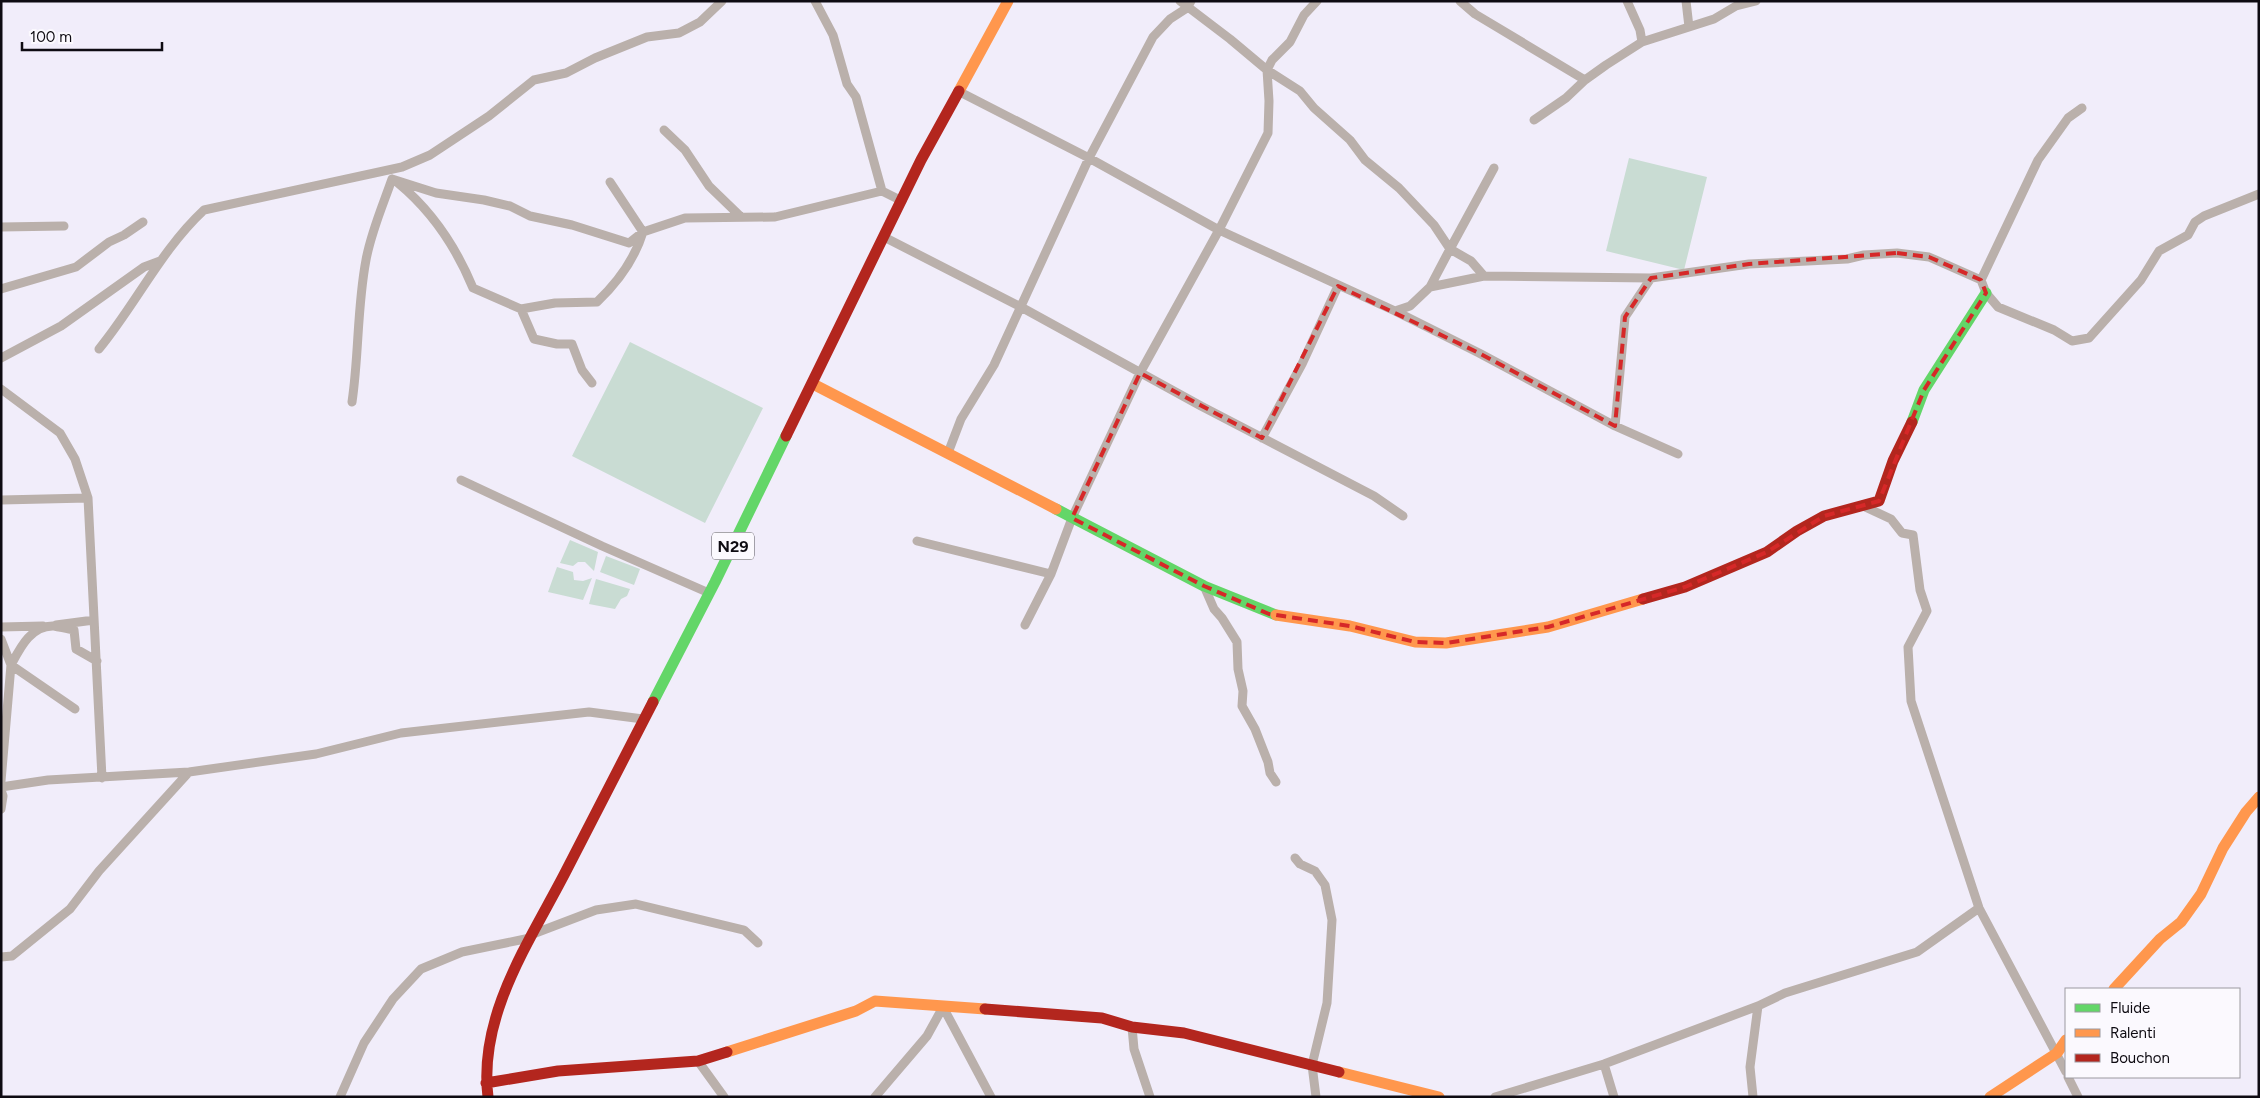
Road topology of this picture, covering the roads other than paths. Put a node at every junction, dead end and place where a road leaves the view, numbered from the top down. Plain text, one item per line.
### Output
1 (722, 1) edge
2 (815, 1) edge
3 (1008, 1) edge
4 (1180, 1) edge
5 (1317, 1) edge
6 (1460, 1) edge
7 (1627, 1) edge
8 (1686, 1) edge
9 (1756, 1) edge
10 (1189, 5) edge
11 (1689, 27) junction
12 (1642, 42) junction
13 (1267, 70) junction
14 (1585, 80) junction
15 (958, 91) junction
16 (2082, 108) dead end
17 (1534, 120) dead end
18 (664, 130) dead end
19 (1089, 158) junction
20 (1494, 168) dead end
21 (392, 179) junction
22 (610, 182) dead end
23 (882, 191) junction
24 (2259, 194) edge
25 (902, 201) junction
26 (740, 216) junction
27 (143, 222) dead end
28 (64, 226) dead end
29 (1, 227) edge
30 (1219, 230) junction
31 (643, 232) junction
32 (884, 237) junction
33 (1450, 249) junction
34 (160, 261) junction
35 (1484, 276) junction
36 (1651, 278) junction
37 (1980, 280) junction
38 (1338, 286) junction
39 (1430, 288) junction
40 (1, 289) edge
41 (1986, 292) junction
42 (1021, 307) junction
43 (521, 309) junction
44 (1394, 311) junction
45 (99, 349) dead end
46 (1, 358) edge
47 (1140, 373) junction
48 (592, 383) dead end
49 (813, 384) junction
50 (1, 389) edge
51 (352, 402) dead end
52 (1615, 426) junction
53 (1262, 438) junction
54 (948, 453) junction
55 (1678, 454) dead end
56 (461, 480) dead end
57 (88, 498) junction
58 (1, 500) edge
59 (1863, 506) junction
60 (1403, 516) dead end
61 (1072, 518) junction
62 (917, 541) dead end
63 (1051, 574) junction
64 (1204, 586) junction
65 (709, 593) junction
66 (94, 620) junction
67 (1025, 625) dead end
68 (54, 626) junction
69 (1, 627) edge
70 (1, 639) edge
71 (97, 661) junction
72 (11, 665) junction
73 (74, 709) dead end
74 (643, 719) junction
75 (189, 772) junction
76 (102, 778) junction
77 (1, 781) edge
78 (1276, 782) dead end
79 (1, 788) edge
80 (2259, 797) edge
81 (1, 810) edge
82 (1295, 858) dead end
83 (1979, 908) junction
84 (531, 936) junction
85 (758, 943) dead end
86 (1, 957) edge
87 (2115, 988) edge
88 (1758, 1006) junction
89 (943, 1007) junction
90 (1132, 1027) junction
91 (2065, 1041) edge
92 (2057, 1052) junction
93 (698, 1061) junction
94 (1604, 1064) junction
95 (1312, 1065) junction
96 (2065, 1070) edge
97 (2068, 1078) edge
98 (486, 1083) junction
99 (340, 1097) edge
100 (488, 1097) edge
101 (724, 1097) edge
102 (875, 1097) edge
103 (991, 1097) edge
104 (1150, 1097) edge
105 (1316, 1097) edge
106 (1439, 1097) edge
107 (1495, 1097) edge
108 (1614, 1097) edge
109 (1754, 1097) edge
110 (1990, 1097) edge
111 (2078, 1097) edge

1 - 34 street
2 - 23 street
3 - 15 street, N29
4 - 10 street
5 - 13 street
6 - 14 street
7 - 12 street
8 - 11 street
9 - 11 street
10 - 13 street
10 - 19 street
11 - 12 street
12 - 14 street
13 - 30 street
13 - 33 street
14 - 17 street
15 - 19 street
15 - 25 street, N29
16 - 37 street
18 - 26 street
19 - 30 street
19 - 42 street
20 - 33 street
21 - 31 street
21 - 43 street
21 - 51 street
22 - 31 street
23 - 25 street
23 - 26 street
24 - 41 street
25 - 32 street, N29
26 - 31 street
27 - 40 street
28 - 29 street
30 - 38 street
30 - 47 street
31 - 43 street
32 - 42 street
32 - 49 street, N29
33 - 35 street
33 - 39 street
34 - 45 street
34 - 46 street
35 - 36 street
35 - 39 street
36 - 37 street
36 - 52 street
37 - 41 street
38 - 44 street
38 - 53 street
39 - 44 street
41 - 59 street
42 - 47 street
42 - 54 street
43 - 48 street
44 - 52 street
47 - 53 street
47 - 61 street
49 - 54 street
49 - 65 street, N29
50 - 57 street
52 - 55 street
53 - 60 street
54 - 61 street
56 - 65 street
57 - 58 street
57 - 66 street
59 - 64 street
59 - 83 street
61 - 63 street
61 - 64 street
62 - 63 street
63 - 67 street
64 - 78 street
65 - 74 street, N29
66 - 68 street
66 - 71 street
68 - 69 street
68 - 71 street
68 - 72 street
70 - 72 street
71 - 76 street
72 - 73 street
72 - 77 street
74 - 75 street
74 - 84 street, N29
75 - 76 street
75 - 86 street
76 - 79 street
79 - 81 street
80 - 87 street
82 - 95 street
83 - 88 street
83 - 92 street
84 - 85 street
84 - 98 street, N29
84 - 99 street
88 - 94 street
88 - 109 street
89 - 90 street
89 - 93 street
89 - 102 street
89 - 103 street
90 - 95 street
90 - 104 street
91 - 92 street
92 - 96 street
92 - 110 street
93 - 98 street
93 - 101 street
94 - 107 street
94 - 108 street
95 - 105 street
95 - 106 street
97 - 111 street
98 - 100 street, N29

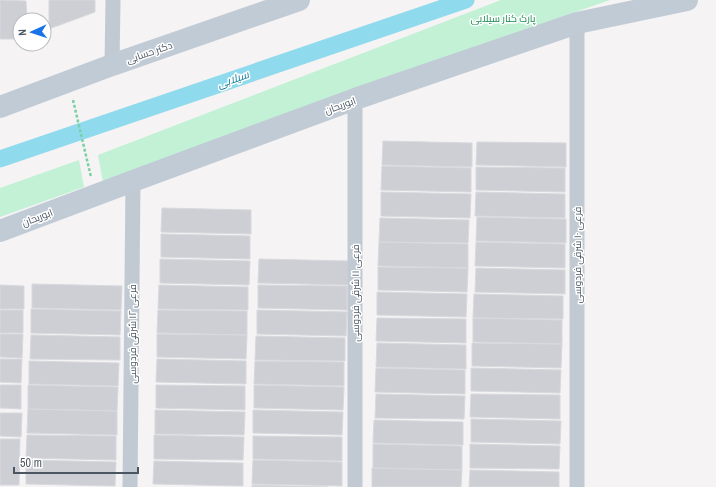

------------------------------------

THE TASK: The records above are to be repeated word for word, with the pictures omitted.

EXPECTED OUTPUT:
Road topology of this picture, covering the roads other than paths. Put a node at every junction, dead end and place where a road leaves the view, numbered from the top down. Plain text, one item per line.
### Output
1 (722, 1) edge
2 (815, 1) edge
3 (1008, 1) edge
4 (1180, 1) edge
5 (1317, 1) edge
6 (1460, 1) edge
7 (1627, 1) edge
8 (1686, 1) edge
9 (1756, 1) edge
10 (1189, 5) edge
11 (1689, 27) junction
12 (1642, 42) junction
13 (1267, 70) junction
14 (1585, 80) junction
15 (958, 91) junction
16 (2082, 108) dead end
17 (1534, 120) dead end
18 (664, 130) dead end
19 (1089, 158) junction
20 (1494, 168) dead end
21 (392, 179) junction
22 (610, 182) dead end
23 (882, 191) junction
24 (2259, 194) edge
25 (902, 201) junction
26 (740, 216) junction
27 (143, 222) dead end
28 (64, 226) dead end
29 (1, 227) edge
30 (1219, 230) junction
31 (643, 232) junction
32 (884, 237) junction
33 (1450, 249) junction
34 (160, 261) junction
35 (1484, 276) junction
36 (1651, 278) junction
37 (1980, 280) junction
38 (1338, 286) junction
39 (1430, 288) junction
40 (1, 289) edge
41 (1986, 292) junction
42 (1021, 307) junction
43 (521, 309) junction
44 (1394, 311) junction
45 (99, 349) dead end
46 (1, 358) edge
47 (1140, 373) junction
48 (592, 383) dead end
49 (813, 384) junction
50 (1, 389) edge
51 (352, 402) dead end
52 (1615, 426) junction
53 (1262, 438) junction
54 (948, 453) junction
55 (1678, 454) dead end
56 (461, 480) dead end
57 (88, 498) junction
58 (1, 500) edge
59 (1863, 506) junction
60 (1403, 516) dead end
61 (1072, 518) junction
62 (917, 541) dead end
63 (1051, 574) junction
64 (1204, 586) junction
65 (709, 593) junction
66 (94, 620) junction
67 (1025, 625) dead end
68 (54, 626) junction
69 (1, 627) edge
70 (1, 639) edge
71 (97, 661) junction
72 (11, 665) junction
73 (74, 709) dead end
74 (643, 719) junction
75 (189, 772) junction
76 (102, 778) junction
77 (1, 781) edge
78 (1276, 782) dead end
79 (1, 788) edge
80 (2259, 797) edge
81 (1, 810) edge
82 (1295, 858) dead end
83 (1979, 908) junction
84 (531, 936) junction
85 (758, 943) dead end
86 (1, 957) edge
87 (2115, 988) edge
88 (1758, 1006) junction
89 (943, 1007) junction
90 (1132, 1027) junction
91 (2065, 1041) edge
92 (2057, 1052) junction
93 (698, 1061) junction
94 (1604, 1064) junction
95 (1312, 1065) junction
96 (2065, 1070) edge
97 (2068, 1078) edge
98 (486, 1083) junction
99 (340, 1097) edge
100 (488, 1097) edge
101 (724, 1097) edge
102 (875, 1097) edge
103 (991, 1097) edge
104 (1150, 1097) edge
105 (1316, 1097) edge
106 (1439, 1097) edge
107 (1495, 1097) edge
108 (1614, 1097) edge
109 (1754, 1097) edge
110 (1990, 1097) edge
111 (2078, 1097) edge

1 - 34 street
2 - 23 street
3 - 15 street, N29
4 - 10 street
5 - 13 street
6 - 14 street
7 - 12 street
8 - 11 street
9 - 11 street
10 - 13 street
10 - 19 street
11 - 12 street
12 - 14 street
13 - 30 street
13 - 33 street
14 - 17 street
15 - 19 street
15 - 25 street, N29
16 - 37 street
18 - 26 street
19 - 30 street
19 - 42 street
20 - 33 street
21 - 31 street
21 - 43 street
21 - 51 street
22 - 31 street
23 - 25 street
23 - 26 street
24 - 41 street
25 - 32 street, N29
26 - 31 street
27 - 40 street
28 - 29 street
30 - 38 street
30 - 47 street
31 - 43 street
32 - 42 street
32 - 49 street, N29
33 - 35 street
33 - 39 street
34 - 45 street
34 - 46 street
35 - 36 street
35 - 39 street
36 - 37 street
36 - 52 street
37 - 41 street
38 - 44 street
38 - 53 street
39 - 44 street
41 - 59 street
42 - 47 street
42 - 54 street
43 - 48 street
44 - 52 street
47 - 53 street
47 - 61 street
49 - 54 street
49 - 65 street, N29
50 - 57 street
52 - 55 street
53 - 60 street
54 - 61 street
56 - 65 street
57 - 58 street
57 - 66 street
59 - 64 street
59 - 83 street
61 - 63 street
61 - 64 street
62 - 63 street
63 - 67 street
64 - 78 street
65 - 74 street, N29
66 - 68 street
66 - 71 street
68 - 69 street
68 - 71 street
68 - 72 street
70 - 72 street
71 - 76 street
72 - 73 street
72 - 77 street
74 - 75 street
74 - 84 street, N29
75 - 76 street
75 - 86 street
76 - 79 street
79 - 81 street
80 - 87 street
82 - 95 street
83 - 88 street
83 - 92 street
84 - 85 street
84 - 98 street, N29
84 - 99 street
88 - 94 street
88 - 109 street
89 - 90 street
89 - 93 street
89 - 102 street
89 - 103 street
90 - 95 street
90 - 104 street
91 - 92 street
92 - 96 street
92 - 110 street
93 - 98 street
93 - 101 street
94 - 107 street
94 - 108 street
95 - 105 street
95 - 106 street
97 - 111 street
98 - 100 street, N29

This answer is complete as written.